▶ **WORK REQUIRED**
Omit the pictures and output every entry below exactly as written.

%%

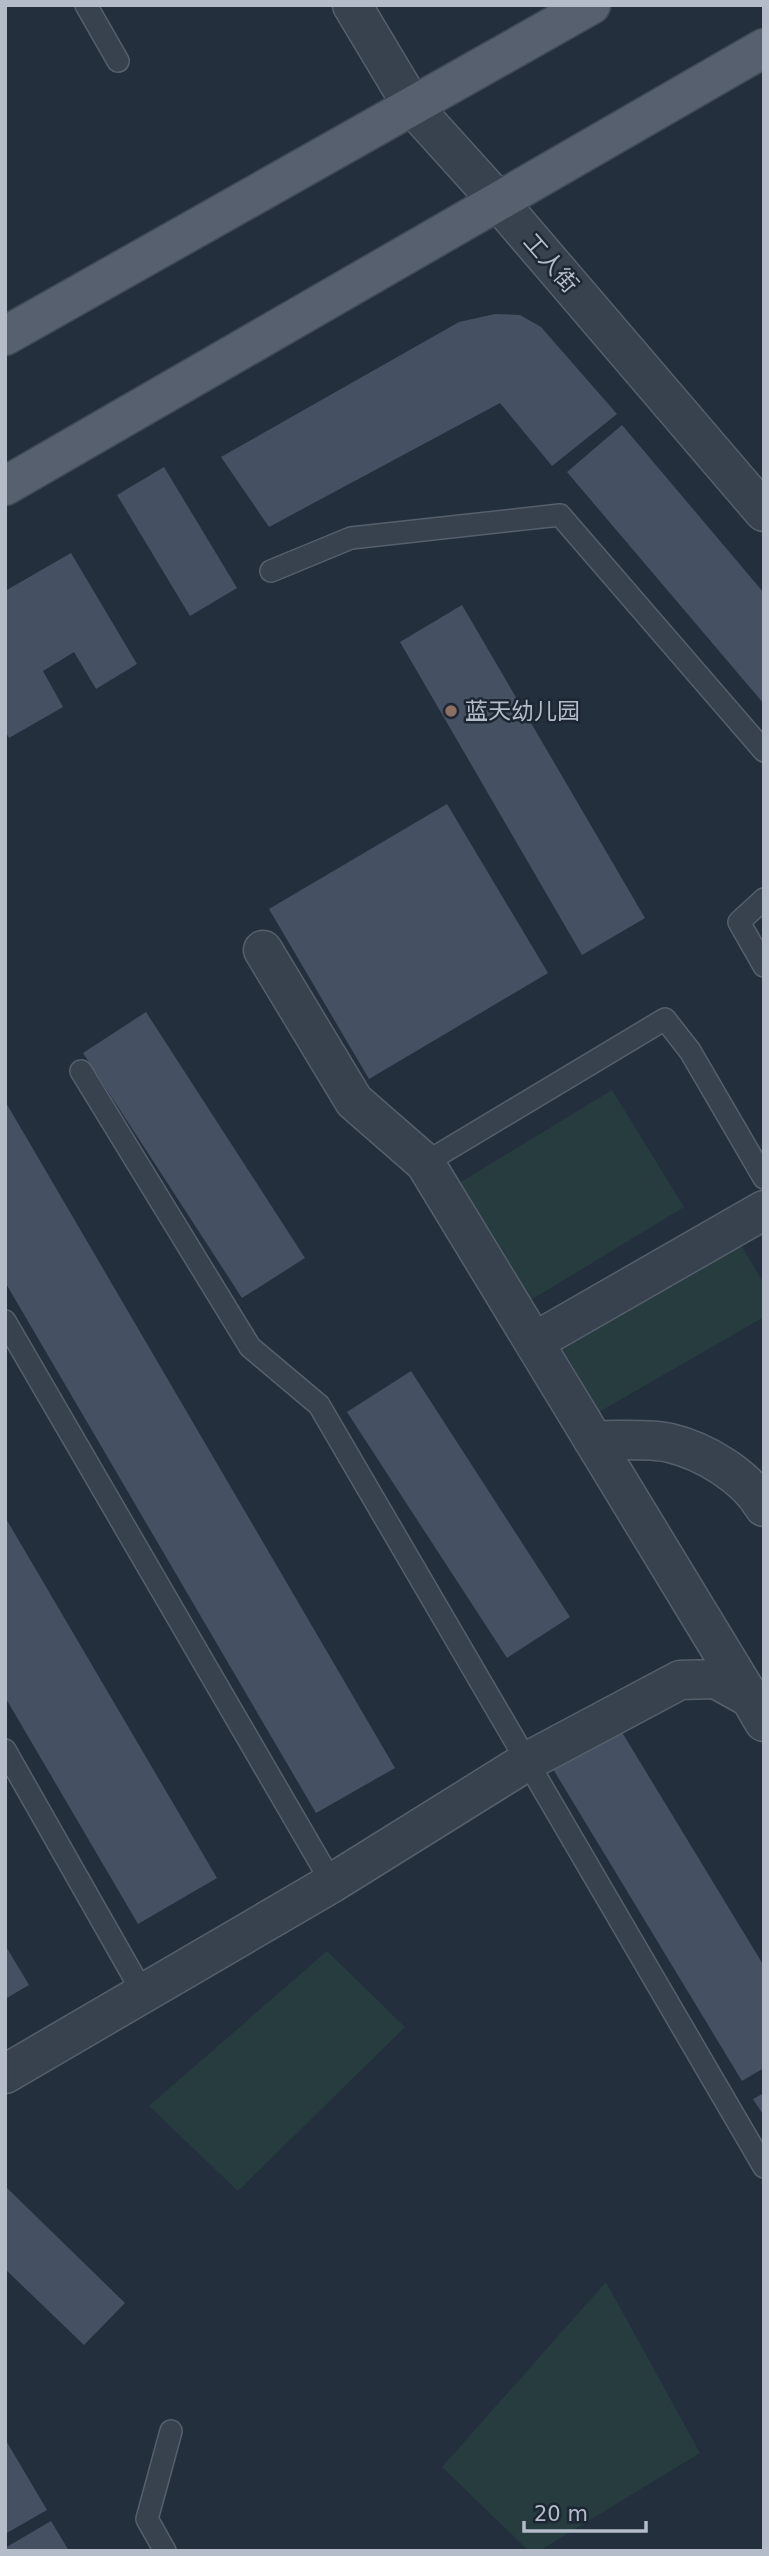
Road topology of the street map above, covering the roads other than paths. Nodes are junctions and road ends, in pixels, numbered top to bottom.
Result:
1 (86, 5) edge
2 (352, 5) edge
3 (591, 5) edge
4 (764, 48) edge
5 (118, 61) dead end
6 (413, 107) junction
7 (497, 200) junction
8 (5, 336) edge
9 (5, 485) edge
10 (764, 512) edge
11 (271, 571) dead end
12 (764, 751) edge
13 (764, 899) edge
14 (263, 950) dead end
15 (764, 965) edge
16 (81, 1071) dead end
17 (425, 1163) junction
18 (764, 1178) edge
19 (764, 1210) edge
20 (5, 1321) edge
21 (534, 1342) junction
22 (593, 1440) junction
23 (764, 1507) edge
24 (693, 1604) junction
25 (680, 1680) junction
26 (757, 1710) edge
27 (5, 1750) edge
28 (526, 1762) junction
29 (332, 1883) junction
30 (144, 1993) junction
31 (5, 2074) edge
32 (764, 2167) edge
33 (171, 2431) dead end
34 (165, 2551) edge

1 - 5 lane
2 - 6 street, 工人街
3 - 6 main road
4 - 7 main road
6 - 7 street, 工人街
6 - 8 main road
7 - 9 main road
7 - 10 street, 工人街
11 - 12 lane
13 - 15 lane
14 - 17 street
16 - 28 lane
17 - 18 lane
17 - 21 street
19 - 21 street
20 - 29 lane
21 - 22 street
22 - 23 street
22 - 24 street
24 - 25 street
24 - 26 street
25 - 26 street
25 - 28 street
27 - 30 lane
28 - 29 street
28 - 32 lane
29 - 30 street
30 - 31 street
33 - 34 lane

%%

▶ **RESULT**
Road topology of the street map above, covering the roads other than paths. Nodes are junctions and road ends, in pixels, numbered top to bottom.
Result:
1 (86, 5) edge
2 (352, 5) edge
3 (591, 5) edge
4 (764, 48) edge
5 (118, 61) dead end
6 (413, 107) junction
7 (497, 200) junction
8 (5, 336) edge
9 (5, 485) edge
10 (764, 512) edge
11 (271, 571) dead end
12 (764, 751) edge
13 (764, 899) edge
14 (263, 950) dead end
15 (764, 965) edge
16 (81, 1071) dead end
17 (425, 1163) junction
18 (764, 1178) edge
19 (764, 1210) edge
20 (5, 1321) edge
21 (534, 1342) junction
22 (593, 1440) junction
23 (764, 1507) edge
24 (693, 1604) junction
25 (680, 1680) junction
26 (757, 1710) edge
27 (5, 1750) edge
28 (526, 1762) junction
29 (332, 1883) junction
30 (144, 1993) junction
31 (5, 2074) edge
32 (764, 2167) edge
33 (171, 2431) dead end
34 (165, 2551) edge

1 - 5 lane
2 - 6 street, 工人街
3 - 6 main road
4 - 7 main road
6 - 7 street, 工人街
6 - 8 main road
7 - 9 main road
7 - 10 street, 工人街
11 - 12 lane
13 - 15 lane
14 - 17 street
16 - 28 lane
17 - 18 lane
17 - 21 street
19 - 21 street
20 - 29 lane
21 - 22 street
22 - 23 street
22 - 24 street
24 - 25 street
24 - 26 street
25 - 26 street
25 - 28 street
27 - 30 lane
28 - 29 street
28 - 32 lane
29 - 30 street
30 - 31 street
33 - 34 lane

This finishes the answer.